Under-sampling and over-sampling methods have the advantages and disadvantages described as below. The disadvantages of the under-sampling method are related to the loss of information that is deleted from the training data [12]. However, as the size of the training data set decreases, the execution speed increases. On the other hand, there is no problem with data loss in over-sampling, but as the size of the original training data set increases, the execution speed decreases. The over-sampling algorithm can include duplicate or new minority samples. In addition to the problem of increasing execution time, another problem in oversampling is the excessive repetition of examples, which can lead to over-fitting [13].
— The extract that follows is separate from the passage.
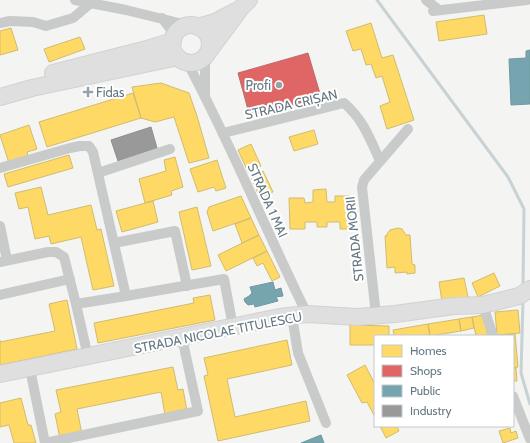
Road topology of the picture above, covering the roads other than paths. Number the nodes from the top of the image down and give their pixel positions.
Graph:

Boosting is another method that is used to improve classification performance in imbalanced data [4]. This technique can be used in balanced and imbalanced data and improve classification performance. AdaBoost [14] is one of the most common boosting algorithms that iteratively produces a set of models. This algorithm increases the weight of misclassified examples during each iteration, so in the next iterations, they have a better chance of being selected and learned better. At the end of the iterations, all classifiers participate in a poll to classify the unseen samples. In such a method, when dealing with class imbalances, minority instances that are misclassified are given more weight in the next iterations. As a result, the algorithm pays more attention to them and learns better. Boosting can be considered as a method of advanced data sampling [14] and can be used in two ways: re-weighting or re-sampling [15]. In re-weighted boosting, the weights of the modified examples are transferred directly to the base learner during each iteration. Since not all learning algorithms can use this weighted information [16], it is more appropriate to use re-sampled boosting. In re-sampled boosting, instead of transferring the sample weights to the learner, the training data can be re-sampled according to the weights of the samples. In this method, a new training dataset is created by sampling (replacement or new sample). In the new dataset, samples that have a higher weight are repeated several times, so the classifier is biased towards these examples and learns better. Recently several re-sampled boosting algorithms for imbalanced data have been proposed, such as RUSBoost [17] and SMOTEBoost [18]. The RUSBoost algorithm uses the undersampling during the boosting process and randomly removes the samples from the majority class. As mentioned, there is a problem with data loss by removing samples in the undersampling. The SMOTEBoost algorithm also uses oversampling in the boosting process to generate synthetic samples from the minority class, although it may lead to over-fitting.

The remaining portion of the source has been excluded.